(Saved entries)
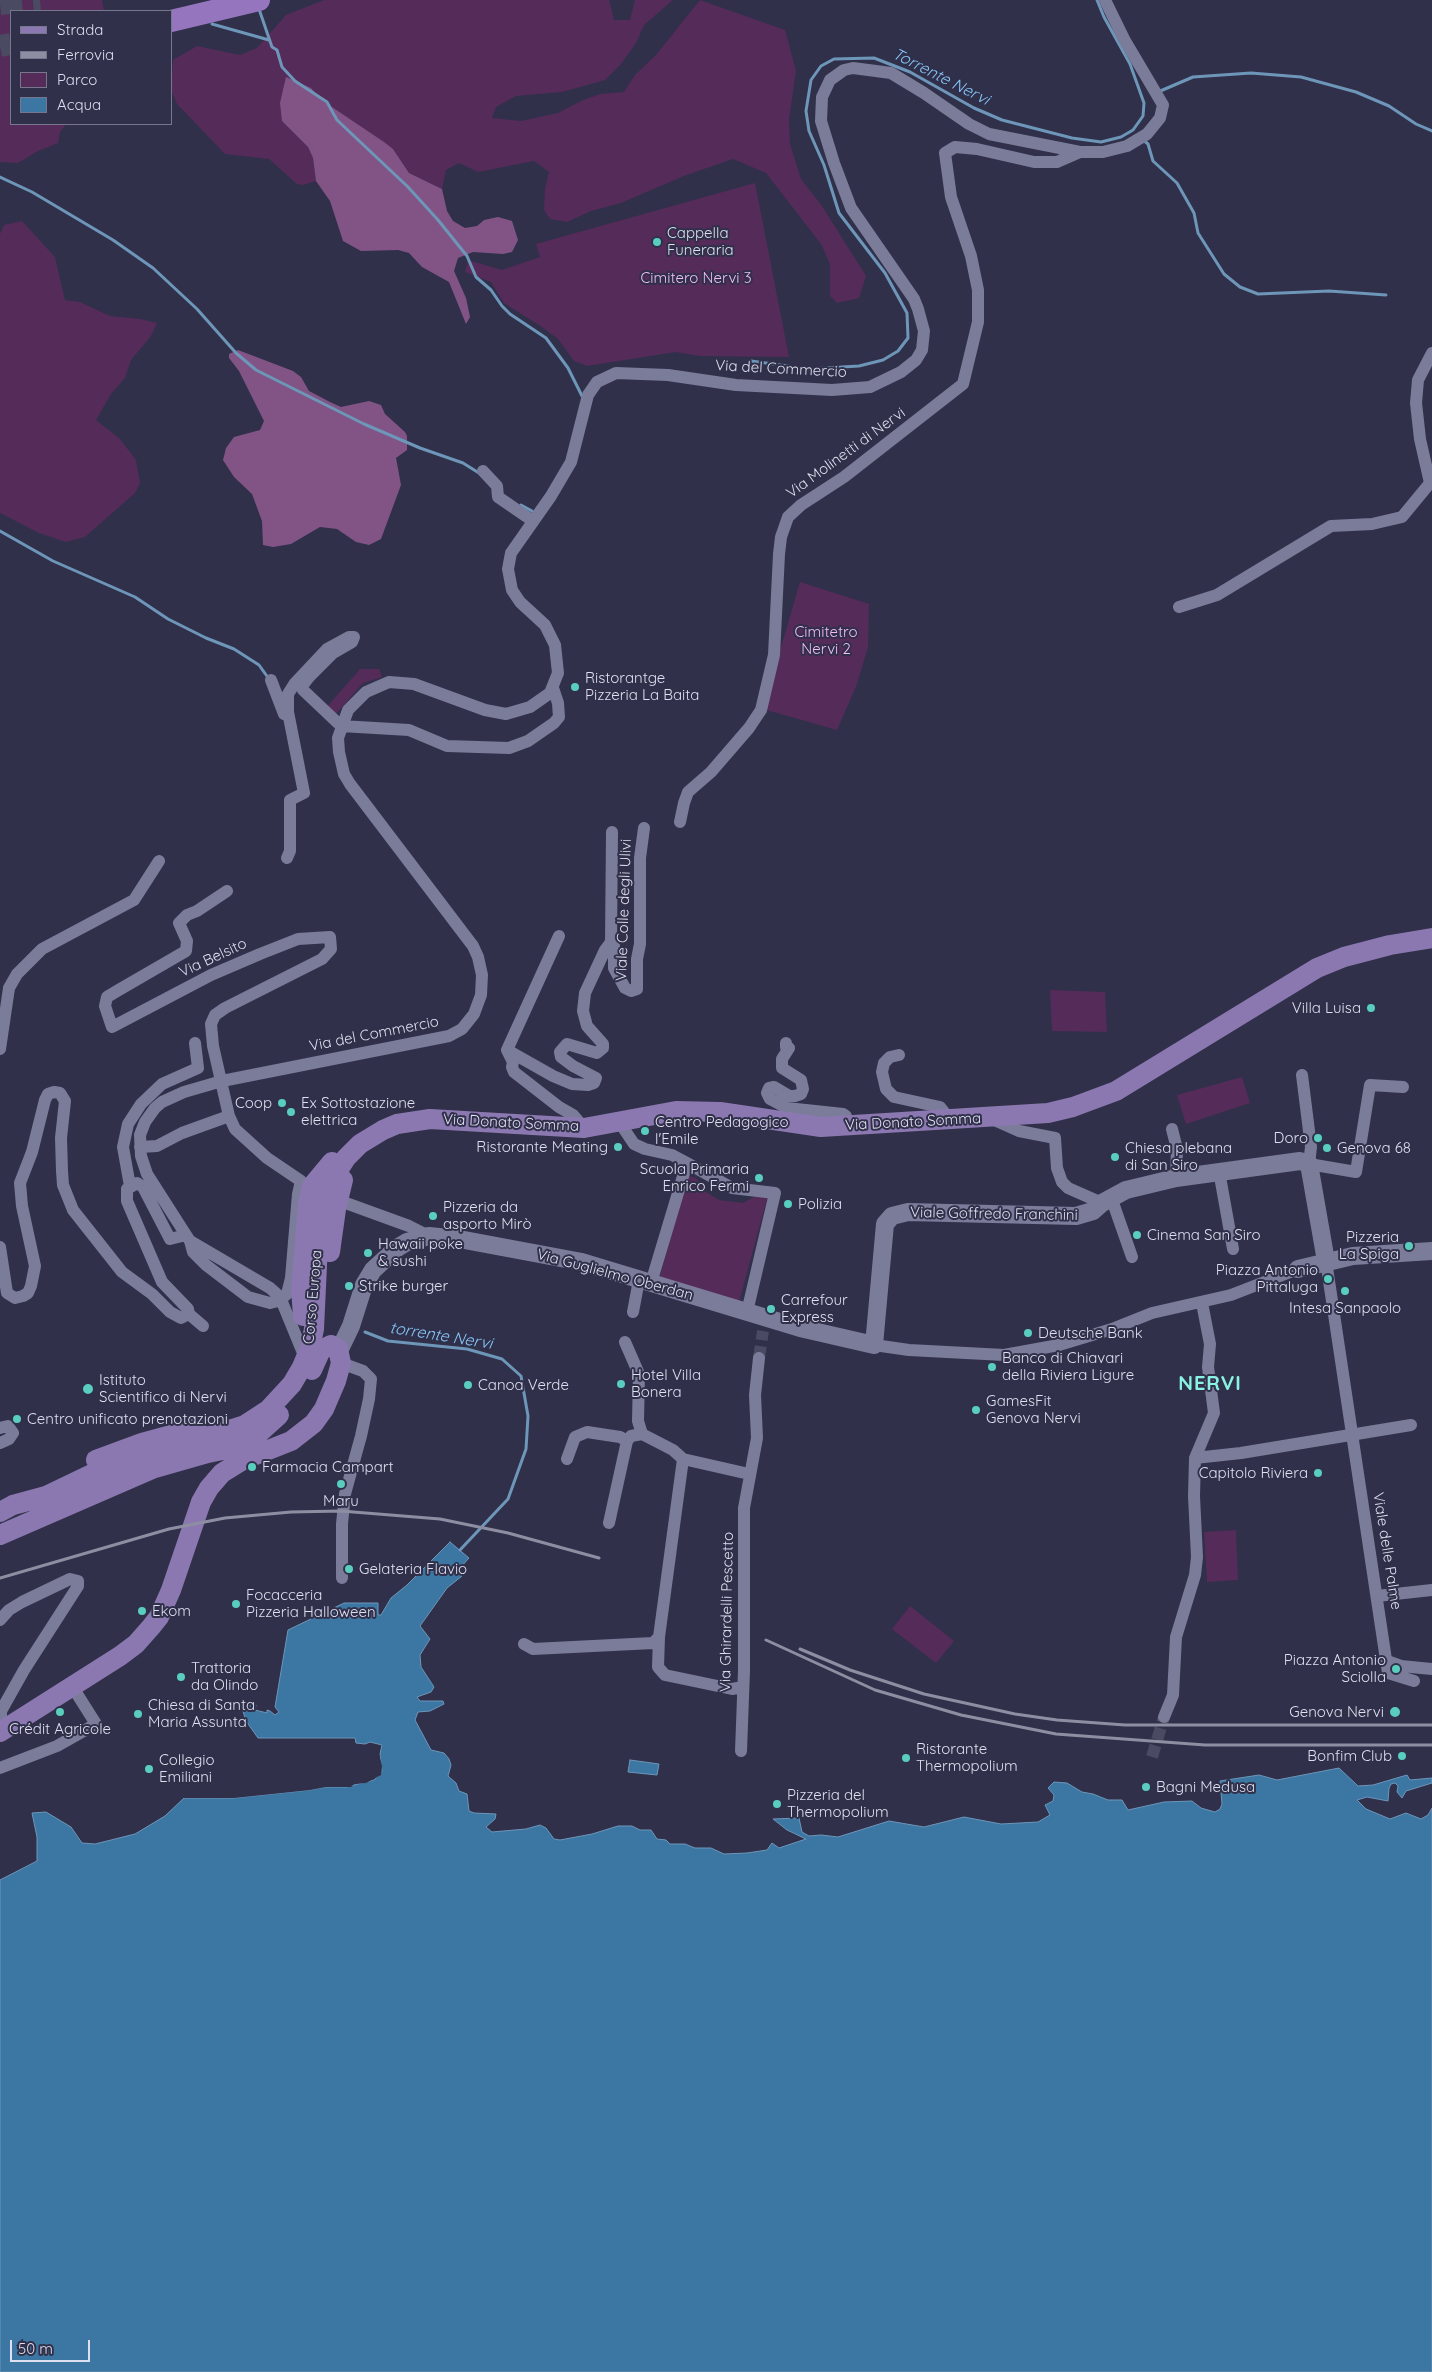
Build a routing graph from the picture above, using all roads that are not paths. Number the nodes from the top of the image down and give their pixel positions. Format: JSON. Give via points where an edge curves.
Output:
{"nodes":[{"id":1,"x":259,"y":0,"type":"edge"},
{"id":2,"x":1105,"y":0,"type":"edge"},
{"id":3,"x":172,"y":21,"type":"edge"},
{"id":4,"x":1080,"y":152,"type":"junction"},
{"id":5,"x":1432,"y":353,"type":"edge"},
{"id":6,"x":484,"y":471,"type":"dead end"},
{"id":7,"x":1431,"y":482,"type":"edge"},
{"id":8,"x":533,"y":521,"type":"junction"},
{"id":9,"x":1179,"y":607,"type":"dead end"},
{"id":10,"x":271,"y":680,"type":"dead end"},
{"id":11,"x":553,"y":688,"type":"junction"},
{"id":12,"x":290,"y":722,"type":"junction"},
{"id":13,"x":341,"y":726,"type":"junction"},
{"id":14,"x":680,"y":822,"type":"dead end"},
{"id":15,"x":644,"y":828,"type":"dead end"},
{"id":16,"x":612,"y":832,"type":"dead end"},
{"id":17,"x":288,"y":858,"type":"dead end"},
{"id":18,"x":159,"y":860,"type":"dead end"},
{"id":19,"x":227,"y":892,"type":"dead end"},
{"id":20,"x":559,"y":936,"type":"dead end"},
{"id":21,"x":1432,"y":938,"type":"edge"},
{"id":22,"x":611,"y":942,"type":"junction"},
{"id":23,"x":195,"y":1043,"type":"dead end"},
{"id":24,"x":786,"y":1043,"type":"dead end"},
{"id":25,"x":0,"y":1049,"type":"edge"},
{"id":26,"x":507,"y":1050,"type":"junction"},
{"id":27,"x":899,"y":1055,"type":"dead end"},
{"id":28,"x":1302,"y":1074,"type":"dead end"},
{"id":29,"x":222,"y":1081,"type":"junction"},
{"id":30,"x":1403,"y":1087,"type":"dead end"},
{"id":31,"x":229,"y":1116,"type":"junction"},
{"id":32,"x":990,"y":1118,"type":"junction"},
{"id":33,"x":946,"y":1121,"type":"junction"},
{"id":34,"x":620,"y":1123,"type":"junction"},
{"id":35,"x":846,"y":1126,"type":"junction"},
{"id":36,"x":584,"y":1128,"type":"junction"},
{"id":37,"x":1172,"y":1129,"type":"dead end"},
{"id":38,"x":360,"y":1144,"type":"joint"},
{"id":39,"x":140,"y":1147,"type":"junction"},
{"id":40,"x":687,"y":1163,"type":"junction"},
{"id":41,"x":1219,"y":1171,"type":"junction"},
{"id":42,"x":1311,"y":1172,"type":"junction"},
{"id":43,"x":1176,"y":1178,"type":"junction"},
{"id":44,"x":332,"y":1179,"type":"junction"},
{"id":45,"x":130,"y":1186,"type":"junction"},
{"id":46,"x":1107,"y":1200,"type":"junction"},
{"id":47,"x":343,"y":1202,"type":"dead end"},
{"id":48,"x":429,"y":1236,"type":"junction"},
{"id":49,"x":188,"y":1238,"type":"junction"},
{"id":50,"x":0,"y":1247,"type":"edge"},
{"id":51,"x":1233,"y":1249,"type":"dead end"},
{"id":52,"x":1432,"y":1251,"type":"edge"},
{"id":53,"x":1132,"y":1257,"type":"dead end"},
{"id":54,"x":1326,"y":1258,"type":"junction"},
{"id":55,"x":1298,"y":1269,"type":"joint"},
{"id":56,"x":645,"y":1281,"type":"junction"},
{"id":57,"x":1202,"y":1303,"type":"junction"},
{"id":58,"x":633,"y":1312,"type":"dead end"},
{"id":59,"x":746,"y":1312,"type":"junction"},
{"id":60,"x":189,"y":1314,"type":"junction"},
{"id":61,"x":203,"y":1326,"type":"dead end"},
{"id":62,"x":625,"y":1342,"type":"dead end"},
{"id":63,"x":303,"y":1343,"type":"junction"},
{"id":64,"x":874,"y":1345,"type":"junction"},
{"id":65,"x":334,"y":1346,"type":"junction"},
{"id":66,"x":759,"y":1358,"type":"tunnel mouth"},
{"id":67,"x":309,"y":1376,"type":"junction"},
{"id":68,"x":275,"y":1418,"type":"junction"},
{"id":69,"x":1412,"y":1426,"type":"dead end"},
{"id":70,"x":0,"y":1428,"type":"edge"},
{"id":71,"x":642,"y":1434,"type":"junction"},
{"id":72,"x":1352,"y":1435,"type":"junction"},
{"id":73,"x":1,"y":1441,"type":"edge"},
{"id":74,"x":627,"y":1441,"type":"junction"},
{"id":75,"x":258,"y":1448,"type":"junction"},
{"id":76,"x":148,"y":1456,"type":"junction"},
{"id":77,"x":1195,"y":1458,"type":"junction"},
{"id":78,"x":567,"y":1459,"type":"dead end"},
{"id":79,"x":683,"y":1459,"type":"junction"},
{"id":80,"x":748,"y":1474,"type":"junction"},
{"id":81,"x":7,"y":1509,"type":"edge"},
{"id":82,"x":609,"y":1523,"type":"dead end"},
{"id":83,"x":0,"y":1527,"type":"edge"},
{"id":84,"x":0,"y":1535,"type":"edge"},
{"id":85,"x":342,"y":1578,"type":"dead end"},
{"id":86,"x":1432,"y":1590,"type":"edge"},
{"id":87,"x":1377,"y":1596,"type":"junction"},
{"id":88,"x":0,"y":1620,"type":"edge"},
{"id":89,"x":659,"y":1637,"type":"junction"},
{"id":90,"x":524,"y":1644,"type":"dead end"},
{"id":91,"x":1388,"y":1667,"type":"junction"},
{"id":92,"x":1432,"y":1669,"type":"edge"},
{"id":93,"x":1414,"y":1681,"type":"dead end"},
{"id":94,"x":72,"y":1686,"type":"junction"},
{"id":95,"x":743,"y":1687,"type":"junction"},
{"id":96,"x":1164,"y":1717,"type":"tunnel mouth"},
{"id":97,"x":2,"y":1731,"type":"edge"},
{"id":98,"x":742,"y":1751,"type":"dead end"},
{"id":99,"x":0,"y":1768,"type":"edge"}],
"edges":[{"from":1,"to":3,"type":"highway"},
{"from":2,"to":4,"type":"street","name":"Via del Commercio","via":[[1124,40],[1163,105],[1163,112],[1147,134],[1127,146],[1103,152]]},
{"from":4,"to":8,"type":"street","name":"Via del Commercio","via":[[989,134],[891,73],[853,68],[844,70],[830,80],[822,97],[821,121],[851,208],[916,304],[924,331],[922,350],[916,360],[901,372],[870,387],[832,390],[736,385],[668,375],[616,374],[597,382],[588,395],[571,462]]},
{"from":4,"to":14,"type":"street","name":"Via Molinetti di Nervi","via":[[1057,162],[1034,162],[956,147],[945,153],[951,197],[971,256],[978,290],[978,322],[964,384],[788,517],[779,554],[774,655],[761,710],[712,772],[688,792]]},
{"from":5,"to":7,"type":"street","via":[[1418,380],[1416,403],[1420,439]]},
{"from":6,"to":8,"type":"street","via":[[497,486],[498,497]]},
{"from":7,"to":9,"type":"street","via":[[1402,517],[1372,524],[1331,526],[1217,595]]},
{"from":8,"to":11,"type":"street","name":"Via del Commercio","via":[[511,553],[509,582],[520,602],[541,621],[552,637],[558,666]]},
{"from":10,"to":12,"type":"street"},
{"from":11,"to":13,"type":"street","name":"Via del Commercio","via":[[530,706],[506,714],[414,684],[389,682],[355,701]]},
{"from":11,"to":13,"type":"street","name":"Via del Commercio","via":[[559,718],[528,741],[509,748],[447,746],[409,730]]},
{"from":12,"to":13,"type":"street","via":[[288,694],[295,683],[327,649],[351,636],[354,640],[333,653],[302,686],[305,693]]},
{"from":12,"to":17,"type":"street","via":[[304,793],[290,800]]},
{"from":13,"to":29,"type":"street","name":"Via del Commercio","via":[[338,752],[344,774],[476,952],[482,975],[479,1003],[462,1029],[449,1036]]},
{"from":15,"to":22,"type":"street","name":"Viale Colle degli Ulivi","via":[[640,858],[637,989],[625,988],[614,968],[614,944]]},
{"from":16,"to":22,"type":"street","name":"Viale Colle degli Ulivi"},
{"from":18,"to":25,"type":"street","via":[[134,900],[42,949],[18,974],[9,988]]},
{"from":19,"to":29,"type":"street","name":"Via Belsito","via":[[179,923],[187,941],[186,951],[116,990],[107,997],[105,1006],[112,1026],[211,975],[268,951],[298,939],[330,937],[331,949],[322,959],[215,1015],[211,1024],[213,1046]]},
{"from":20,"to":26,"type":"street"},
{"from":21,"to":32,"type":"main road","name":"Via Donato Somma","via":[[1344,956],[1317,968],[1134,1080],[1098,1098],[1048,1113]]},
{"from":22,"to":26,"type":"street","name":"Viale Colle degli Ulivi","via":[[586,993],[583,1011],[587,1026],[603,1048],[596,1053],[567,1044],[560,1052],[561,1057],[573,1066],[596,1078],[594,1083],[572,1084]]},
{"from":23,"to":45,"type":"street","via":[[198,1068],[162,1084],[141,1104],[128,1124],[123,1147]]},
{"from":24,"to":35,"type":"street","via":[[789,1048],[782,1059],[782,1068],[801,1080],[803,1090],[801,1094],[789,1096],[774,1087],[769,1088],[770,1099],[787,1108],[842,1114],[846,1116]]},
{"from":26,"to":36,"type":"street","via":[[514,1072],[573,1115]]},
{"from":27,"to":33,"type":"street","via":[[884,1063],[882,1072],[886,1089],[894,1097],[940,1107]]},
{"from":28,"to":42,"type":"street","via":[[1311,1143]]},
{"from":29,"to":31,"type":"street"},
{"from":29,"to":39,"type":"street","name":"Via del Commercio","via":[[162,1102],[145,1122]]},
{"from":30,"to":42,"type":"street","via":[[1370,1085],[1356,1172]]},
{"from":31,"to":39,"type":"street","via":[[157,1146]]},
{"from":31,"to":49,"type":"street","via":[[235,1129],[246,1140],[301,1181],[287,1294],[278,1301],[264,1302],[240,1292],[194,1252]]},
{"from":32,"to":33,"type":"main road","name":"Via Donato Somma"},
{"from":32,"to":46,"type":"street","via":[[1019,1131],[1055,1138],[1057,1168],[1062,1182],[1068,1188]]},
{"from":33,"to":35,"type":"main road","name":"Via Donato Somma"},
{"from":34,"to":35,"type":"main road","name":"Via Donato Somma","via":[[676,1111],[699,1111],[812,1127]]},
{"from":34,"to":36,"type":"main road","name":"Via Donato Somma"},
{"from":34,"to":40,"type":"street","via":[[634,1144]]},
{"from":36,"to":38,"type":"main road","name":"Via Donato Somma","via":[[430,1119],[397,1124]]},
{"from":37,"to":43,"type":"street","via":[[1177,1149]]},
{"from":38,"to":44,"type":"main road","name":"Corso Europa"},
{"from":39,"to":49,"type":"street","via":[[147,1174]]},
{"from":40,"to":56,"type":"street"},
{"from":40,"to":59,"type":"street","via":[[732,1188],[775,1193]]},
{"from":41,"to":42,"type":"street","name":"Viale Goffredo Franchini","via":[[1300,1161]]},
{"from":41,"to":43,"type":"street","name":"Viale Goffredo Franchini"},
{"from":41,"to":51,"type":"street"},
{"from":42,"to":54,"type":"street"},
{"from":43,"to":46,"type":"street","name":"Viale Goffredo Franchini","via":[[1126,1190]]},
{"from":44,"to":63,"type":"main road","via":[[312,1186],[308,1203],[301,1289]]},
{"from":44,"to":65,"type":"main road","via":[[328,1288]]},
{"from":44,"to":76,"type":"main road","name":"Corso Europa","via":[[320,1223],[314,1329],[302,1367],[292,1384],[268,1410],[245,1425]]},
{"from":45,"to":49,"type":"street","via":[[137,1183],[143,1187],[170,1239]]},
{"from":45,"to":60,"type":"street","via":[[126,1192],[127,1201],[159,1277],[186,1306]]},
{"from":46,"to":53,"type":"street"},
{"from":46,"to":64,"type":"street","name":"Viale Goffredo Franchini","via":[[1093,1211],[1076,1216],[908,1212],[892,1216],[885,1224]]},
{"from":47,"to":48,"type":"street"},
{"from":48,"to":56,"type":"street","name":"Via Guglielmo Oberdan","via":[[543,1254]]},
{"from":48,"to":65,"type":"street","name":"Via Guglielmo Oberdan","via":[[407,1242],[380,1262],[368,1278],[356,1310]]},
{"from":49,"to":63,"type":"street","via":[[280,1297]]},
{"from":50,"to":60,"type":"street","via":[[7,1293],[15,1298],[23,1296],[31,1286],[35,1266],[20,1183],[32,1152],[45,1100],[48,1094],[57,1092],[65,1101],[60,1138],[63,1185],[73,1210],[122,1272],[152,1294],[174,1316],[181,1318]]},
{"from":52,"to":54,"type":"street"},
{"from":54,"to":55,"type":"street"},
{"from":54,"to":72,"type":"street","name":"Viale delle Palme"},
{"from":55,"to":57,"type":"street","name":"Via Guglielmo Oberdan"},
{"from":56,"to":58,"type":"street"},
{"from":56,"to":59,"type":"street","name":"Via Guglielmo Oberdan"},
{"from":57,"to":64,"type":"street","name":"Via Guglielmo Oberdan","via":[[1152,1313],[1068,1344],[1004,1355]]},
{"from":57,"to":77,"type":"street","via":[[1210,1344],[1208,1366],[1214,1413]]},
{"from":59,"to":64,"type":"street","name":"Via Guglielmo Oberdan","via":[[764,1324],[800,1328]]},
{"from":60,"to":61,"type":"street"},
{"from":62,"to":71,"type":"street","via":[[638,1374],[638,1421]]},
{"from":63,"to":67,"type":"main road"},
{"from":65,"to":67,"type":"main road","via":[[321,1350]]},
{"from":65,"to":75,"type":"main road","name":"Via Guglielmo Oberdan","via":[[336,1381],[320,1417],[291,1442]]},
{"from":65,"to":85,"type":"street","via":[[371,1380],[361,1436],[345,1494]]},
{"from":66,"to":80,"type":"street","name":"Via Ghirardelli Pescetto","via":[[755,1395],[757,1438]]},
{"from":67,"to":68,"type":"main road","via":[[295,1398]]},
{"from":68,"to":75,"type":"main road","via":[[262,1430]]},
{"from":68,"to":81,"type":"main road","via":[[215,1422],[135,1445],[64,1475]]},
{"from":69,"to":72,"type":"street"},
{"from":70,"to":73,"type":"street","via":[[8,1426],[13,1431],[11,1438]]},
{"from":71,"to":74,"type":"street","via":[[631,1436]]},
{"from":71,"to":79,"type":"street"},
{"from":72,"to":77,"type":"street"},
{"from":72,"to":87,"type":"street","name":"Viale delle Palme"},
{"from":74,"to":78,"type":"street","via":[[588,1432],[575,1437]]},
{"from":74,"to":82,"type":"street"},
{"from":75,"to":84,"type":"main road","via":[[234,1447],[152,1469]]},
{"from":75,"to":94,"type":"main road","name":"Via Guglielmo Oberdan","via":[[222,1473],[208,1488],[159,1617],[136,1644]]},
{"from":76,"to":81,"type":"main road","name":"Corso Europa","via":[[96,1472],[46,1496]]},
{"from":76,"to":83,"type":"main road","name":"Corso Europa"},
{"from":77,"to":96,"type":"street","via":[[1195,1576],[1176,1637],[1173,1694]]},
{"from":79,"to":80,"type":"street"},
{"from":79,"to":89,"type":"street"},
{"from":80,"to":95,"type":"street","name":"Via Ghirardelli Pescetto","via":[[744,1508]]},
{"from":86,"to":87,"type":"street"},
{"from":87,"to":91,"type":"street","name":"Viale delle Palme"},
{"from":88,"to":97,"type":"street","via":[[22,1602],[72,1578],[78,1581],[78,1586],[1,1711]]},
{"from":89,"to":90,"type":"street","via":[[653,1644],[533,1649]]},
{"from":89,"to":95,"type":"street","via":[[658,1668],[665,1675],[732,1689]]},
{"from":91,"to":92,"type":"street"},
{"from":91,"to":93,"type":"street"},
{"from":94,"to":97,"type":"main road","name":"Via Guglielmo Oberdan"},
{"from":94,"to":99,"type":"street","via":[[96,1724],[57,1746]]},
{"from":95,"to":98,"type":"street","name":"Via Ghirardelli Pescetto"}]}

EXERCISE GOAL: Which lines of the records contain "Goffredo"? Show each of them.

RESULT OF THE TASK:
{"from":41,"to":42,"type":"street","name":"Viale Goffredo Franchini","via":[[1300,1161]]},
{"from":41,"to":43,"type":"street","name":"Viale Goffredo Franchini"},
{"from":43,"to":46,"type":"street","name":"Viale Goffredo Franchini","via":[[1126,1190]]},
{"from":46,"to":64,"type":"street","name":"Viale Goffredo Franchini","via":[[1093,1211],[1076,1216],[908,1212],[892,1216],[885,1224]]},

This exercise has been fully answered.